Opening in 1920, the Salt Lake Pantages was one of the largest theatres operating in Salt Lake City, showing combined vaudeville and silent movie fare. Nine years later, Pantages empire was crumbling and the theatre was taken over by the R-K-O chain, becoming known as the "R-K-O Orpheum Theatre" on 09/11/1929.

The theatre was renamed the "Utah Theatre" on 09/29/1937. Ownership passed to Paramount's Tracy Barham division in the 1940s.

The Cineplex Odeon exhibition chain owned the Utah Theatre in the 1980s. According to the Cinema Treasures.org web site: "The CityRep group used the theatre for live stage productions after Cineplex Odeon let its lease expire in the 1980’s, but they were eventually forced to find a new home when the theatre was sold." (See Cinema Treasures.org, "Utah Theatre," accessed 12/03/2020.)

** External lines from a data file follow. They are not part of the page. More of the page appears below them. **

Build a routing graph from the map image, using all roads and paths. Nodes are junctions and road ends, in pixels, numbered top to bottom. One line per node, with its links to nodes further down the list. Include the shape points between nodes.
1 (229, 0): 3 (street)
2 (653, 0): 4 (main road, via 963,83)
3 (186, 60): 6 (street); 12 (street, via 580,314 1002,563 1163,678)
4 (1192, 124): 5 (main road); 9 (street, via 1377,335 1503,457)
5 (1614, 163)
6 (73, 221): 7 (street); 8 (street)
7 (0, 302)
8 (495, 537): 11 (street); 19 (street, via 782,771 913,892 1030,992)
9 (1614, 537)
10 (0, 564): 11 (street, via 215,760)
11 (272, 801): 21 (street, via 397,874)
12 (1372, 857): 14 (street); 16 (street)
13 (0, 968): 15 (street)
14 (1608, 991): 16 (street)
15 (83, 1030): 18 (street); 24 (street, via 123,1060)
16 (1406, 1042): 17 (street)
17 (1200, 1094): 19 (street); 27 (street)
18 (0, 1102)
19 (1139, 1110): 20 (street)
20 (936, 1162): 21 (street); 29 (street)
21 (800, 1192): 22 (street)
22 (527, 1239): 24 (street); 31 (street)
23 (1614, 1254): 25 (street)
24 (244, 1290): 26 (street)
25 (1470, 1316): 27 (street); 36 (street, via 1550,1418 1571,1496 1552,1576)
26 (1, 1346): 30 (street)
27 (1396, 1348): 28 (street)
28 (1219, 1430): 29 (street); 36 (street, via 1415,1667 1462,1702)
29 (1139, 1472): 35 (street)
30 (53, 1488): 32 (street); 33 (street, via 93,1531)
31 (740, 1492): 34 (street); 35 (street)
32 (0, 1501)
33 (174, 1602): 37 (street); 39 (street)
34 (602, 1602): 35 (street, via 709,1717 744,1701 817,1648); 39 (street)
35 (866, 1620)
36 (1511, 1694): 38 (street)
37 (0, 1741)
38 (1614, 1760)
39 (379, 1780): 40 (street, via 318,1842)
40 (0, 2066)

The Salt Lake City Redevelopment Agency bought the vacant theatre in 2009, with a thought to adding it to its proposed theatre district. By 2019, The Redevelopment Agency advocated selling the historic theatre to a investment group that included the Hines Partnership and LaSalle Group. This partnership wanted to erect a 375-foot tall mixed-use apartment tower. on the site of the former Utah Theatre. (See Luke Garrott, Building Salt Lake.com, "Salt Lake City prepares to demolish the historic Utah Theater in the middle of its fledgling theater district," published 09/24/2019, accessed 11/26/2020.)

Building Notes

Priteca designed approximately 30 theatres for the Pantages chain; the architect got to know Pantages as both men began their business careers in Seattle, WA.

The Pantages in Salt Lake was identical in design to the chain's venues in Tacoma, WA, and Minneapolis, MN.

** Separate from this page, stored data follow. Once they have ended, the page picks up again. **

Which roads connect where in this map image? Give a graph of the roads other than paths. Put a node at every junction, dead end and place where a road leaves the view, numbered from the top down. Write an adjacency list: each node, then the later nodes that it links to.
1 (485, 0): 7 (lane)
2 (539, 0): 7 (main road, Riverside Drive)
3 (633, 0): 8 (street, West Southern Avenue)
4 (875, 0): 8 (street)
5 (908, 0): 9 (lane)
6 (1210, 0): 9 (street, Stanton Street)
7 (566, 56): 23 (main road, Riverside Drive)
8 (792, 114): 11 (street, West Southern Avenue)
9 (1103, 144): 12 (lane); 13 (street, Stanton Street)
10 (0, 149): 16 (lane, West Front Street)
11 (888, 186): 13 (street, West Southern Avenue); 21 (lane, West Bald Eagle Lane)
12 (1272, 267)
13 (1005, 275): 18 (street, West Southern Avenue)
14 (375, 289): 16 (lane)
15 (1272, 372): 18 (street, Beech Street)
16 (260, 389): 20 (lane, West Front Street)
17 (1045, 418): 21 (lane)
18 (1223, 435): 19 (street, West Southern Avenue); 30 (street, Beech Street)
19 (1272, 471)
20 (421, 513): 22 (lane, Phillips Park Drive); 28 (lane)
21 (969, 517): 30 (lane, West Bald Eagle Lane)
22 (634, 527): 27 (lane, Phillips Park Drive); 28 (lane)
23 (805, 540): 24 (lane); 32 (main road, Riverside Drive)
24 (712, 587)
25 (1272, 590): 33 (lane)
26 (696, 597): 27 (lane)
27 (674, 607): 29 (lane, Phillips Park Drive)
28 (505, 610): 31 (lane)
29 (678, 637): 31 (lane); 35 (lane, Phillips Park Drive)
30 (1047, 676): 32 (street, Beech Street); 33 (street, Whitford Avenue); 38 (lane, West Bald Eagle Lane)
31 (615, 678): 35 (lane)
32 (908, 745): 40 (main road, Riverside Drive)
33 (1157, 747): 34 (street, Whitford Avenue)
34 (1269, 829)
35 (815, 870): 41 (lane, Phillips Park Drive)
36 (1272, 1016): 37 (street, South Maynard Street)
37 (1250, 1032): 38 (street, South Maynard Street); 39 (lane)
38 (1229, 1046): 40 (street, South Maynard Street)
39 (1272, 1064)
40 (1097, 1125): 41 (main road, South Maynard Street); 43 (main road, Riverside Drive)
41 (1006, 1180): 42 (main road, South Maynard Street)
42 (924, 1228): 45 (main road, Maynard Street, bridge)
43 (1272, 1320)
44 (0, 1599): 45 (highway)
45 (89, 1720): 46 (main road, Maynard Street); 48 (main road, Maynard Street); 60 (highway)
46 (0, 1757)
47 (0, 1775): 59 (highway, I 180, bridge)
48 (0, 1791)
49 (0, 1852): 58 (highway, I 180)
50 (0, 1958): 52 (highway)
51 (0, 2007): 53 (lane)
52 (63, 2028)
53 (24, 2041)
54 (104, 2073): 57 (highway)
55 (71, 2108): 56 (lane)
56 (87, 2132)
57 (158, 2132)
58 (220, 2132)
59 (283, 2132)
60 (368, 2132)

Owners of the Utah Theatre remodeled the building in 1968, walling off the balcony as a separate theatre and installing an escalator to get patrons to the new exhibition space. The Cinema Treasures.org web site said of the Utah Theatre's "twinning": "Most of the elaborate ornamentation in the theatre was lost in the 1960’s when a floor was added to convert the balcony into a second auditorium. A concession stand and escalator were added to the balcony level, but most of its ornamentation remained untouched. The lower floor had pillars added, apparently to support sections of the new floor, and any surviving decorations were covered with drab draperies." (See Cinema Treasures.org, "Utah Theatre," accessed 11/26/2020.) In the process of making this alteration, the theatre's historic integrity was compromised, although it could still have value as a community performance space, adding to Salt Lake City's rich cultural scene.